[What is needed]
The lines below that include "Maurycego" are to be found and copied.

(Entries provided Opens)

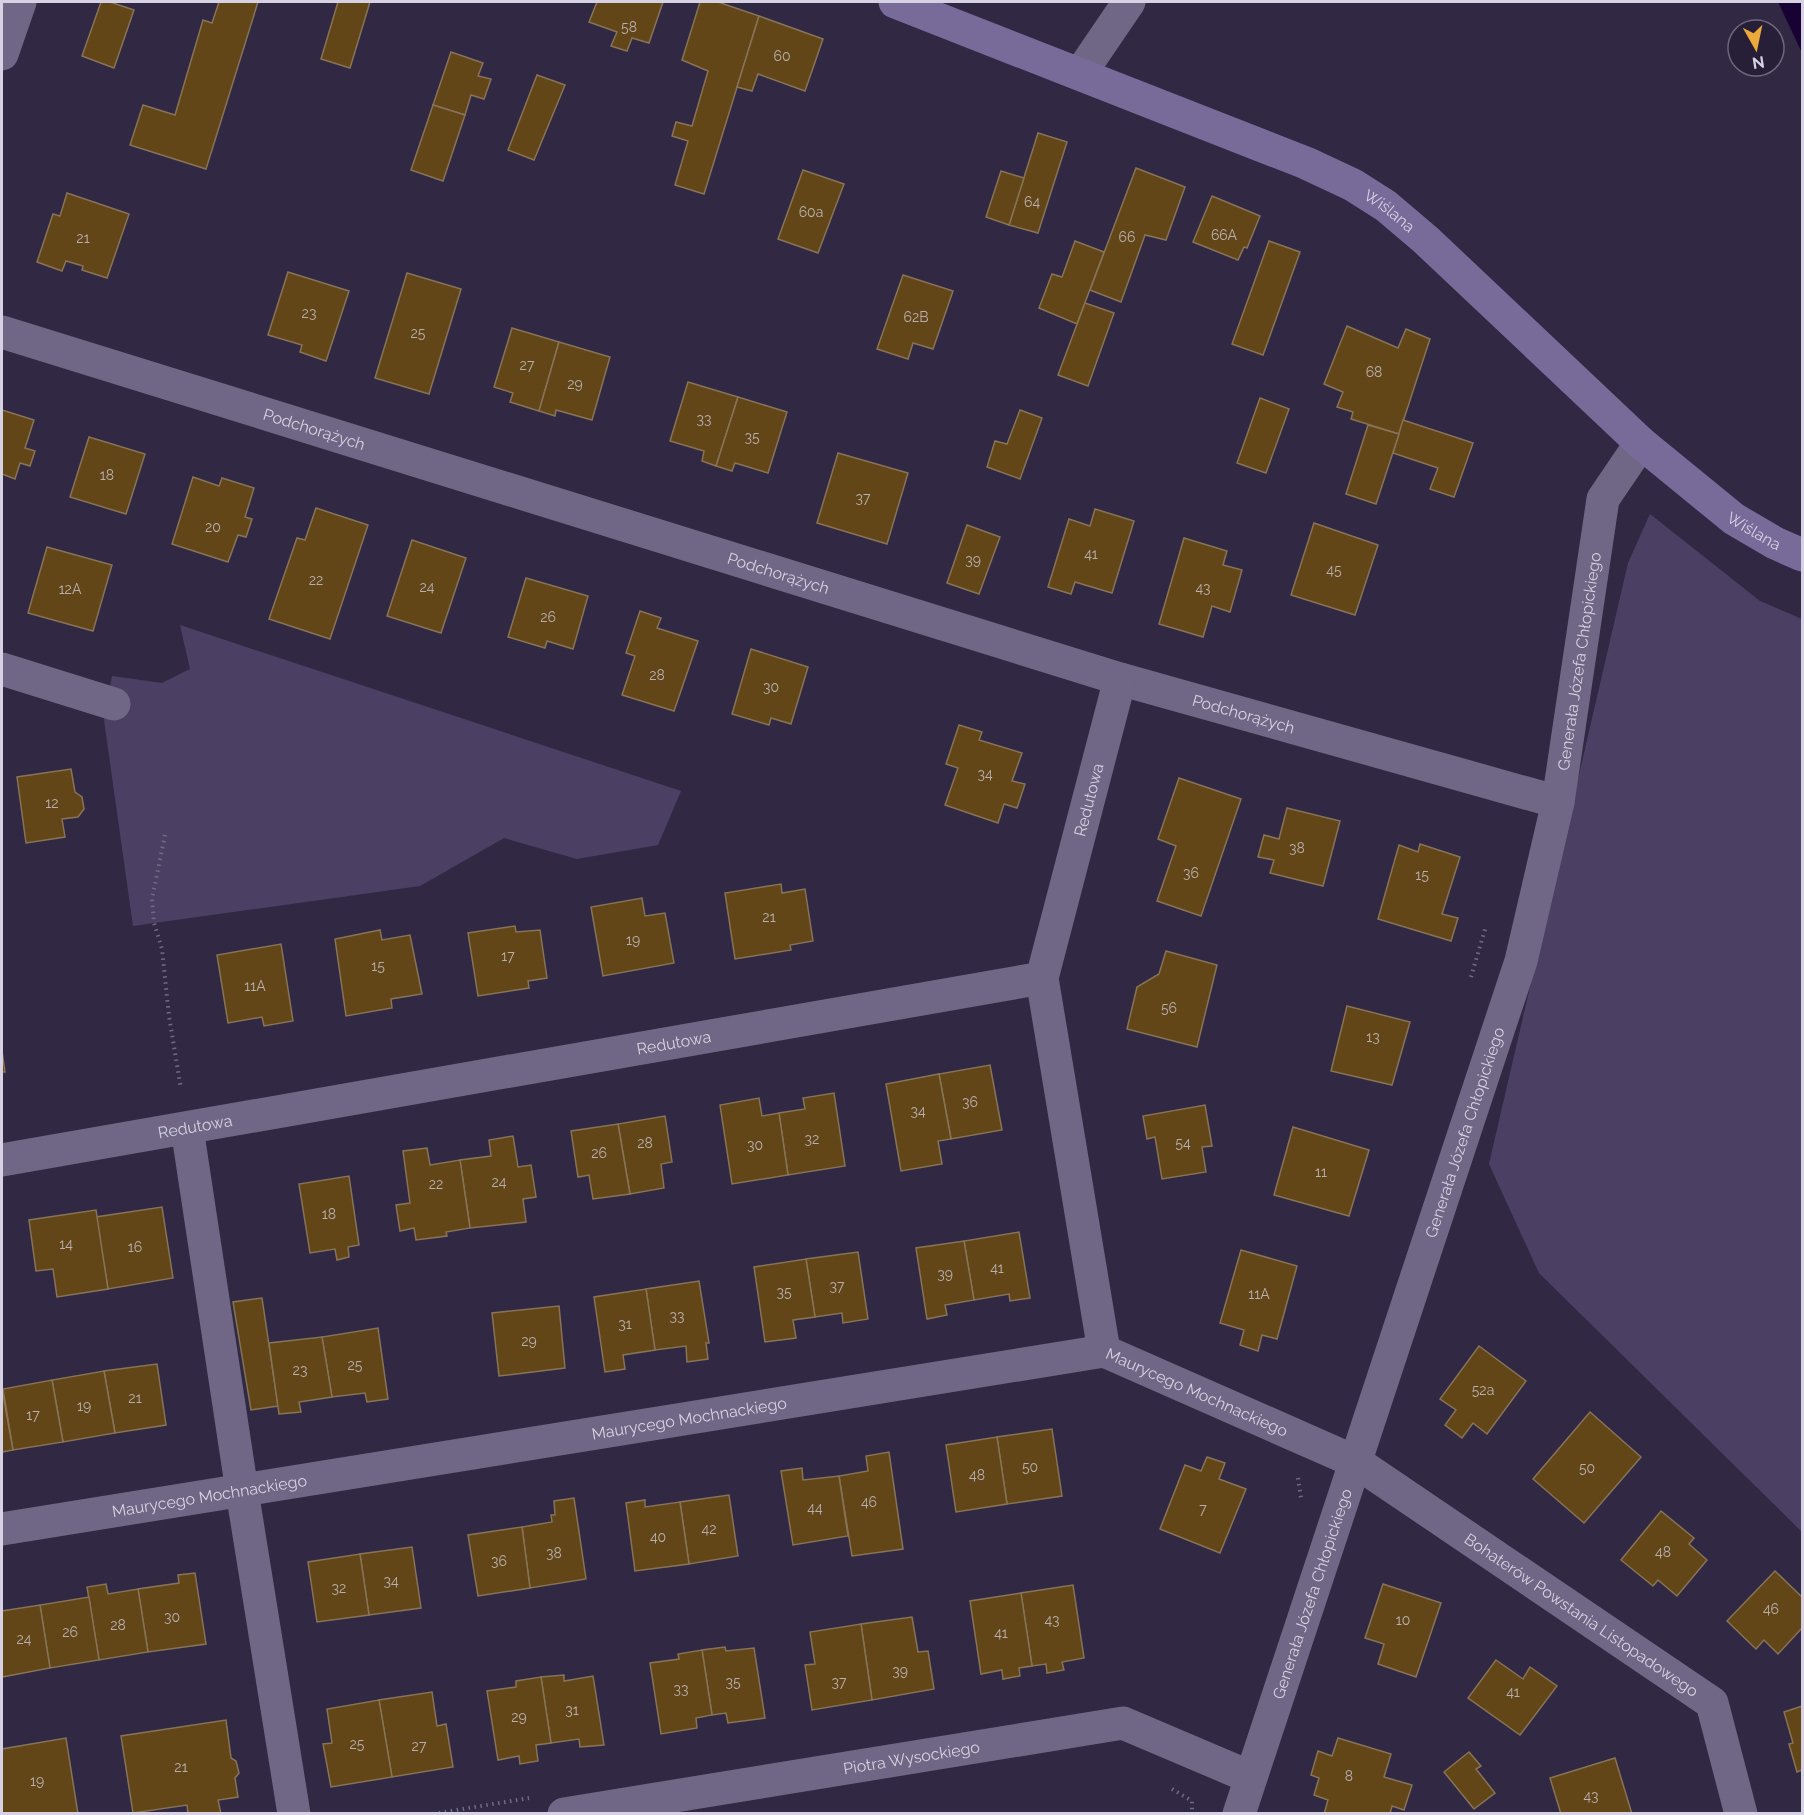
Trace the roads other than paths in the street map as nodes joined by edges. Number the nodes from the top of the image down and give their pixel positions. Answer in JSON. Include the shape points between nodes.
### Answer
{"nodes":[{"id":1,"x":20,"y":2,"type":"edge"},
{"id":2,"x":895,"y":2,"type":"edge"},
{"id":3,"x":1129,"y":2,"type":"edge"},
{"id":4,"x":2,"y":54,"type":"edge"},
{"id":5,"x":1080,"y":75,"type":"junction"},
{"id":6,"x":2,"y":332,"type":"edge"},
{"id":7,"x":1641,"y":443,"type":"junction"},
{"id":8,"x":1803,"y":555,"type":"edge"},
{"id":9,"x":2,"y":669,"type":"edge"},
{"id":10,"x":1120,"y":679,"type":"junction"},
{"id":11,"x":114,"y":704,"type":"dead end"},
{"id":12,"x":1558,"y":802,"type":"junction"},
{"id":13,"x":1042,"y":978,"type":"junction"},
{"id":14,"x":187,"y":1128,"type":"junction"},
{"id":15,"x":2,"y":1160,"type":"edge"},
{"id":16,"x":1104,"y":1351,"type":"junction"},
{"id":17,"x":1356,"y":1462,"type":"junction"},
{"id":18,"x":242,"y":1491,"type":"junction"},
{"id":19,"x":2,"y":1529,"type":"edge"},
{"id":20,"x":1250,"y":1777,"type":"junction"},
{"id":21,"x":294,"y":1814,"type":"edge"},
{"id":22,"x":564,"y":1814,"type":"edge"},
{"id":23,"x":1239,"y":1814,"type":"edge"},
{"id":24,"x":1741,"y":1814,"type":"edge"}],
"edges":[{"from":1,"to":4,"type":"street"},
{"from":2,"to":5,"type":"street","name":"Wiślana"},
{"from":3,"to":5,"type":"street"},
{"from":5,"to":7,"type":"street","name":"Wiślana","via":[[1306,163],[1386,206]]},
{"from":6,"to":10,"type":"street","name":"Podchorążych"},
{"from":7,"to":8,"type":"street","name":"Wiślana","via":[[1734,519]]},
{"from":7,"to":12,"type":"street","name":"Generała Józefa Chłopickiego","via":[[1604,499]]},
{"from":9,"to":11,"type":"street"},
{"from":10,"to":12,"type":"street","name":"Podchorążych"},
{"from":10,"to":13,"type":"street","name":"Redutowa"},
{"from":12,"to":17,"type":"street","name":"Generała Józefa Chłopickiego","via":[[1521,961]]},
{"from":13,"to":14,"type":"street","name":"Redutowa"},
{"from":13,"to":16,"type":"street"},
{"from":14,"to":15,"type":"street","name":"Redutowa"},
{"from":14,"to":18,"type":"street"},
{"from":16,"to":17,"type":"street","name":"Maurycego Mochnackiego"},
{"from":16,"to":18,"type":"street","name":"Maurycego Mochnackiego"},
{"from":17,"to":20,"type":"street","name":"Generała Józefa Chłopickiego"},
{"from":17,"to":24,"type":"street","name":"Bohaterów Powstania Listopadowego","via":[[1712,1703]]},
{"from":18,"to":19,"type":"street","name":"Maurycego Mochnackiego"},
{"from":18,"to":21,"type":"street"},
{"from":20,"to":22,"type":"street","name":"Piotra Wysockiego","via":[[1123,1723]]},
{"from":20,"to":23,"type":"street","name":"Generała Józefa Chłopickiego"}]}
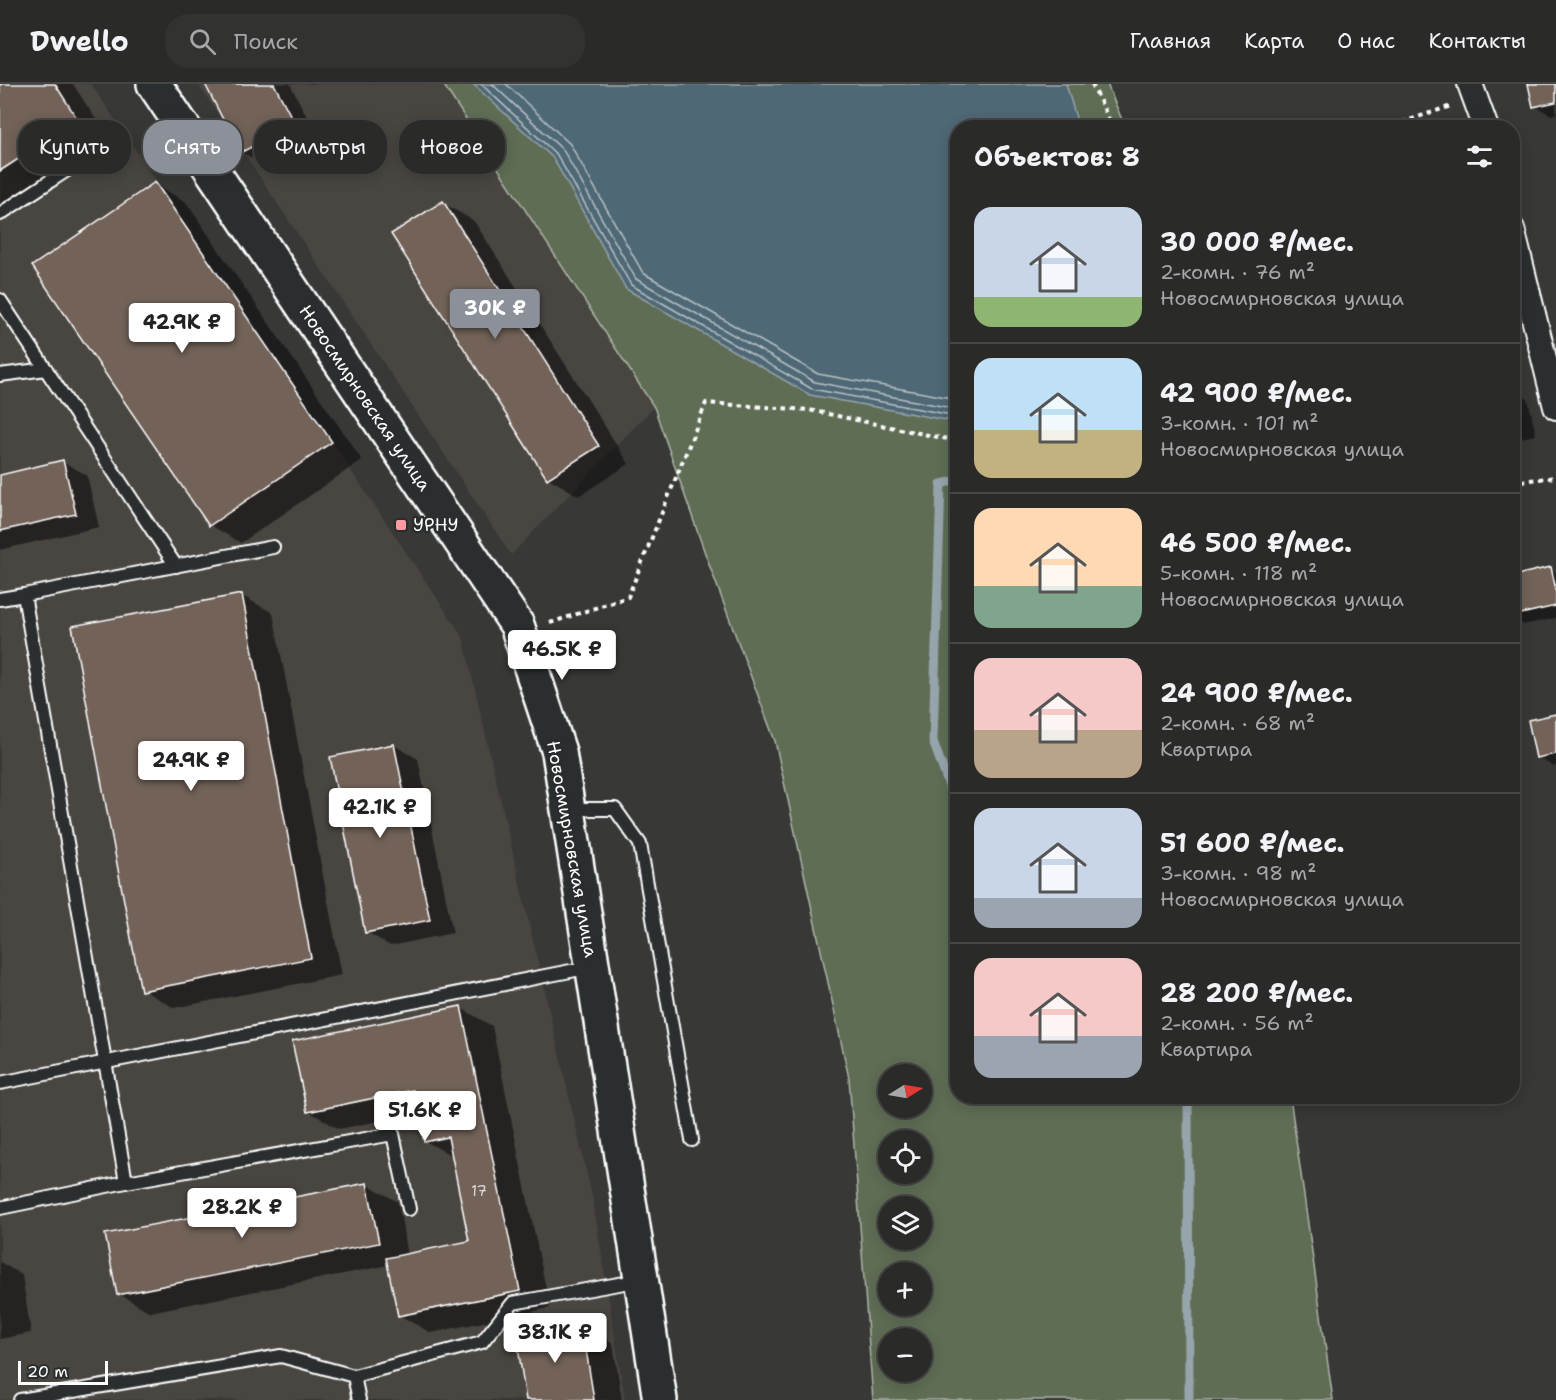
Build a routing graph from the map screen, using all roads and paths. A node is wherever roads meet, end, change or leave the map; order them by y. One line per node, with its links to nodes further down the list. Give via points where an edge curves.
1 (154, 84): 22 (street, Новосмирновская улица)
2 (1092, 84): 4 (path)
3 (1472, 91): 5 (path); 6 (street)
4 (1109, 120)
5 (1404, 120)
6 (1483, 120)
7 (61, 174): 8 (lane)
8 (0, 214)
9 (1520, 256): 11 (street)
10 (0, 300): 12 (lane)
11 (1550, 357): 14 (street)
12 (46, 369): 13 (lane); 19 (lane)
13 (0, 375)
14 (1556, 407)
15 (950, 440): 22 (path, via 809,410 706,403 627,597 553,622)
16 (1556, 477): 17 (path)
17 (1520, 481)
18 (273, 547): 19 (lane)
19 (176, 566): 20 (lane)
20 (24, 595): 21 (lane); 25 (lane)
21 (0, 599)
22 (517, 626): 23 (street, Новосмирновская улица, via 559,752)
23 (568, 810): 24 (street, Новосмирновская улица); 27 (lane, via 615,809 640,844)
24 (593, 967): 25 (lane); 31 (street, Новосмирновская улица)
25 (106, 1062): 26 (lane); 28 (lane)
26 (0, 1083)
27 (692, 1140)
28 (126, 1182): 29 (lane); 30 (lane, via 393,1134)
29 (0, 1208)
30 (409, 1209)
31 (642, 1280): 32 (lane, via 513,1303 482,1342); 35 (street, Новосмирновская улица)
32 (354, 1376): 33 (lane, via 281,1356); 34 (lane)
33 (21, 1400)
34 (358, 1400)
35 (660, 1400)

(Entries provided Closes)

[Solution for this problem]
{"from":16,"to":17,"type":"street","name":"Maurycego Mochnackiego"},
{"from":16,"to":18,"type":"street","name":"Maurycego Mochnackiego"},
{"from":18,"to":19,"type":"street","name":"Maurycego Mochnackiego"},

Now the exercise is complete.